TASK INPUT -
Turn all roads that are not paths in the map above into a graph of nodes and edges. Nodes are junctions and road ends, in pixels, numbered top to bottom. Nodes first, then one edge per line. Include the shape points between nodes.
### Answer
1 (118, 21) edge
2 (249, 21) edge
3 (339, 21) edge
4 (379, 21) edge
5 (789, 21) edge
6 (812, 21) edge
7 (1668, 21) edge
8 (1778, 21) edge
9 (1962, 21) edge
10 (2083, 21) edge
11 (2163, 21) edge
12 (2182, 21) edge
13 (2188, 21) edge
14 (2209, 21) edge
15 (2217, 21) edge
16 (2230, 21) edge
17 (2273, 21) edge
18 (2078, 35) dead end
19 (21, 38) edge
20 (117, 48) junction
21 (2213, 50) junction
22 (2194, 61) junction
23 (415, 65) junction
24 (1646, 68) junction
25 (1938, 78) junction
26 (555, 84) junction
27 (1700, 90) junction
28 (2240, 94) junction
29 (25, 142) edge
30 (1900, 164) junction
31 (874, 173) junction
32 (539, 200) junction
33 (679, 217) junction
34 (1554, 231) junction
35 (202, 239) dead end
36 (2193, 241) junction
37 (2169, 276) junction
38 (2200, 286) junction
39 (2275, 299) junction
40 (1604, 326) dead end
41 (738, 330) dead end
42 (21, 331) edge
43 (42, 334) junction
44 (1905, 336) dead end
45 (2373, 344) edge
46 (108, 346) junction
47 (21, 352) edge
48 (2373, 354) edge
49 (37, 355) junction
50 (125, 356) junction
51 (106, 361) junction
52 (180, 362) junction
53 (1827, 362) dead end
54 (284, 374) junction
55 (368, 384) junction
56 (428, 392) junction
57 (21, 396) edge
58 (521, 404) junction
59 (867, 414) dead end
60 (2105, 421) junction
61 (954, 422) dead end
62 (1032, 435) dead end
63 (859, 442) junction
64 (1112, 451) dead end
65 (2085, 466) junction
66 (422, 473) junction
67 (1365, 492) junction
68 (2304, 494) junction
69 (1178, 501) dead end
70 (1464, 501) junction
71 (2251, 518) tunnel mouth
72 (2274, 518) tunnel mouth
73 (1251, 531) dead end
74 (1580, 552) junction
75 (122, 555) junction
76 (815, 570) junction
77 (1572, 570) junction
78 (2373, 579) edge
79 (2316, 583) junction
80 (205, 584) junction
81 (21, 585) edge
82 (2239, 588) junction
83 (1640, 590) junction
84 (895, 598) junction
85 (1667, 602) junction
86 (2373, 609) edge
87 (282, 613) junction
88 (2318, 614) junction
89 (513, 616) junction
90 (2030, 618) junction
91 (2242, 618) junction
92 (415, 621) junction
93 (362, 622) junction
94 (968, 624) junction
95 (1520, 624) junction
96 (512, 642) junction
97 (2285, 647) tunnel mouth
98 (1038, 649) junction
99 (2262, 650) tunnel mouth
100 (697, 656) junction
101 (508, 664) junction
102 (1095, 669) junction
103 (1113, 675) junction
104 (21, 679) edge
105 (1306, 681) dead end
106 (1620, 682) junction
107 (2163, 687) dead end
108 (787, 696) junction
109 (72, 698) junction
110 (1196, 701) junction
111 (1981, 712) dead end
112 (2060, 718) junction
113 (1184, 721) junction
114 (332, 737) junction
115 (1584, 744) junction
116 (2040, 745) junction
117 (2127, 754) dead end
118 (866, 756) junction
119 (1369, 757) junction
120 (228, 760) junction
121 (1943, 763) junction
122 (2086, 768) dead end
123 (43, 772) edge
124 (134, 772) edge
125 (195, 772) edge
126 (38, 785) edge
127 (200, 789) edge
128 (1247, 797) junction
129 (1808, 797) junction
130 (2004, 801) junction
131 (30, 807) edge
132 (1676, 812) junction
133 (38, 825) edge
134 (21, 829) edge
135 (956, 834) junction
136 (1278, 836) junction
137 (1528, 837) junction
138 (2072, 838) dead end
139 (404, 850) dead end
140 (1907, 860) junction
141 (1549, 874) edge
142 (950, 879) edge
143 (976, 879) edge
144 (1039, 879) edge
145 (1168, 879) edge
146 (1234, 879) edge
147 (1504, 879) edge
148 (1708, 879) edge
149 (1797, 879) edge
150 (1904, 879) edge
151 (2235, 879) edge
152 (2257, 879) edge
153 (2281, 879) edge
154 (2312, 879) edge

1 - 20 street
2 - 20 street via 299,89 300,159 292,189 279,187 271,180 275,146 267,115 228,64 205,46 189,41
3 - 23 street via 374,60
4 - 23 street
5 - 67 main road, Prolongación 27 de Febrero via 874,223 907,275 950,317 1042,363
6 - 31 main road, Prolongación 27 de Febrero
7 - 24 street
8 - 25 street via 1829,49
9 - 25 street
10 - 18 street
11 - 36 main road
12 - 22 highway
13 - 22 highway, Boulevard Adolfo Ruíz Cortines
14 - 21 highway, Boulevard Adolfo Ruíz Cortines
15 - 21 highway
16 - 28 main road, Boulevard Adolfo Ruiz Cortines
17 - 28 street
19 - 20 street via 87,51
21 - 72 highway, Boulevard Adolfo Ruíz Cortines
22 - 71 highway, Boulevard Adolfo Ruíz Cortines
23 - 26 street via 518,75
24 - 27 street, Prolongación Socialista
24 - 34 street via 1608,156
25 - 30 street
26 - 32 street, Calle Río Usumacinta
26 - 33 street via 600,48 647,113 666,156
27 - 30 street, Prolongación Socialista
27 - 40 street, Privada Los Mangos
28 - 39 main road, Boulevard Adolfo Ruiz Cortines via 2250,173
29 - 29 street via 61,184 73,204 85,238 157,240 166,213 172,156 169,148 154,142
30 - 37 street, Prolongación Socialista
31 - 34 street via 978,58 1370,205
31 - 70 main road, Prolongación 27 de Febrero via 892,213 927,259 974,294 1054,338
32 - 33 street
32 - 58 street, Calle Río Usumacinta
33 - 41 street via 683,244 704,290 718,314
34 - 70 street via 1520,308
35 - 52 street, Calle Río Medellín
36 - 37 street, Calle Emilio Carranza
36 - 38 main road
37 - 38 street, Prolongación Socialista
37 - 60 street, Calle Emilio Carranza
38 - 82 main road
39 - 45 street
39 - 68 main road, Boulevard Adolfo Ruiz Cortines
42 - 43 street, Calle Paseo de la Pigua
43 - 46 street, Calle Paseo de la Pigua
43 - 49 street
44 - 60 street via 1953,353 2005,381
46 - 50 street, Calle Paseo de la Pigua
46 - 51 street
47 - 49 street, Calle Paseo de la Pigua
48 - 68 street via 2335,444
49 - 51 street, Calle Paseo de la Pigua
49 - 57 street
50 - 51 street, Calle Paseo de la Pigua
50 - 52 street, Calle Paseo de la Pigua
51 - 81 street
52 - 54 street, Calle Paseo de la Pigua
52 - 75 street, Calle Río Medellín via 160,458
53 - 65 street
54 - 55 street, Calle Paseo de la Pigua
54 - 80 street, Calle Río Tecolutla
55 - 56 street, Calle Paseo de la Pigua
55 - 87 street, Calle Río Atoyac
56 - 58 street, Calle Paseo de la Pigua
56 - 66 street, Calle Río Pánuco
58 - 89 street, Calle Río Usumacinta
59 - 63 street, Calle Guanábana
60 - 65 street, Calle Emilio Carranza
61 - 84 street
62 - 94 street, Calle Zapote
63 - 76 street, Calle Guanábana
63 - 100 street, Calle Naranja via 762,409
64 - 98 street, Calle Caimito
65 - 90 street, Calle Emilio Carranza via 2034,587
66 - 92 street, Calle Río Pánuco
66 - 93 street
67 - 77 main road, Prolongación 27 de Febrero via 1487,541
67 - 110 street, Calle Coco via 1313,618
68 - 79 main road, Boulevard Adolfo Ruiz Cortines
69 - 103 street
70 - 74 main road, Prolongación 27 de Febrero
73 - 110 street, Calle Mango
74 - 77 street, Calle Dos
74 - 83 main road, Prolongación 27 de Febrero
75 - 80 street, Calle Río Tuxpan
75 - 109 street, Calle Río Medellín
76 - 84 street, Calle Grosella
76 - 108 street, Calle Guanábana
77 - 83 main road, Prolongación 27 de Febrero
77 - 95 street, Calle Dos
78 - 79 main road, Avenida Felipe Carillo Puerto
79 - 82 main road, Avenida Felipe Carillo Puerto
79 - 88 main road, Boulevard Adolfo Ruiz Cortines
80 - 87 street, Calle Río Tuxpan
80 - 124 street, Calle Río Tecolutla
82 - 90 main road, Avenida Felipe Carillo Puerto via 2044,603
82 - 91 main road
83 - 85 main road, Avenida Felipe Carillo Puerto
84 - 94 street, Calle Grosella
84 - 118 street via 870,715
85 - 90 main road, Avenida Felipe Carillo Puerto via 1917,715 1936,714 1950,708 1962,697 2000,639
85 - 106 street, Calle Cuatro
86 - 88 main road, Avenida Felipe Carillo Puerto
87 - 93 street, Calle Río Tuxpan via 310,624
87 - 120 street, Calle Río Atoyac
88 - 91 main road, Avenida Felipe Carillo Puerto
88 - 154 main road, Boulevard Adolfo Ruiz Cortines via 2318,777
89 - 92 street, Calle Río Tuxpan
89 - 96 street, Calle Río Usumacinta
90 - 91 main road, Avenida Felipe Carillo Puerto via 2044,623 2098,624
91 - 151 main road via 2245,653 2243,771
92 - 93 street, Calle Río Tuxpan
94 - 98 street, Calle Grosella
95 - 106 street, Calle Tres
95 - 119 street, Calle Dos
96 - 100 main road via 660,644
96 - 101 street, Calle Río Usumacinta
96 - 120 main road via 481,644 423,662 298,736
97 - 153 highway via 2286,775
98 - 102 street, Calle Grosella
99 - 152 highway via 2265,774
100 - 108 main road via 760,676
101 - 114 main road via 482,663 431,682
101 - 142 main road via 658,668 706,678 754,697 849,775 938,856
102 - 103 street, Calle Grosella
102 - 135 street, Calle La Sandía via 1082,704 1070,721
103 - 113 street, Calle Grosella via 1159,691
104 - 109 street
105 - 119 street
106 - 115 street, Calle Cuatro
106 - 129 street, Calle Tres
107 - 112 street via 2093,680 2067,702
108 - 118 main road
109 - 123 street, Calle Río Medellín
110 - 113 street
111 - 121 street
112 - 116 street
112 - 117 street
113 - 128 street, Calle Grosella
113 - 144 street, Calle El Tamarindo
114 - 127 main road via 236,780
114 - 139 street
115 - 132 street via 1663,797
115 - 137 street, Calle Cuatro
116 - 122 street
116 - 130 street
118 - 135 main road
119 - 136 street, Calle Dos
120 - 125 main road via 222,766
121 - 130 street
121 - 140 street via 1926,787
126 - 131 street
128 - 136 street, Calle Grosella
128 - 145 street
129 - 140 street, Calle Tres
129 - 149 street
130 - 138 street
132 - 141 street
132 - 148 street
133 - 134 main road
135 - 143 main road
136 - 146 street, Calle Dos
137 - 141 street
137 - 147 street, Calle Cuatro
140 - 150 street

WORK REQUEST -
Check every line above for the string "Pánuco" and state how many have it, with no other words.

THE ANSWER -
2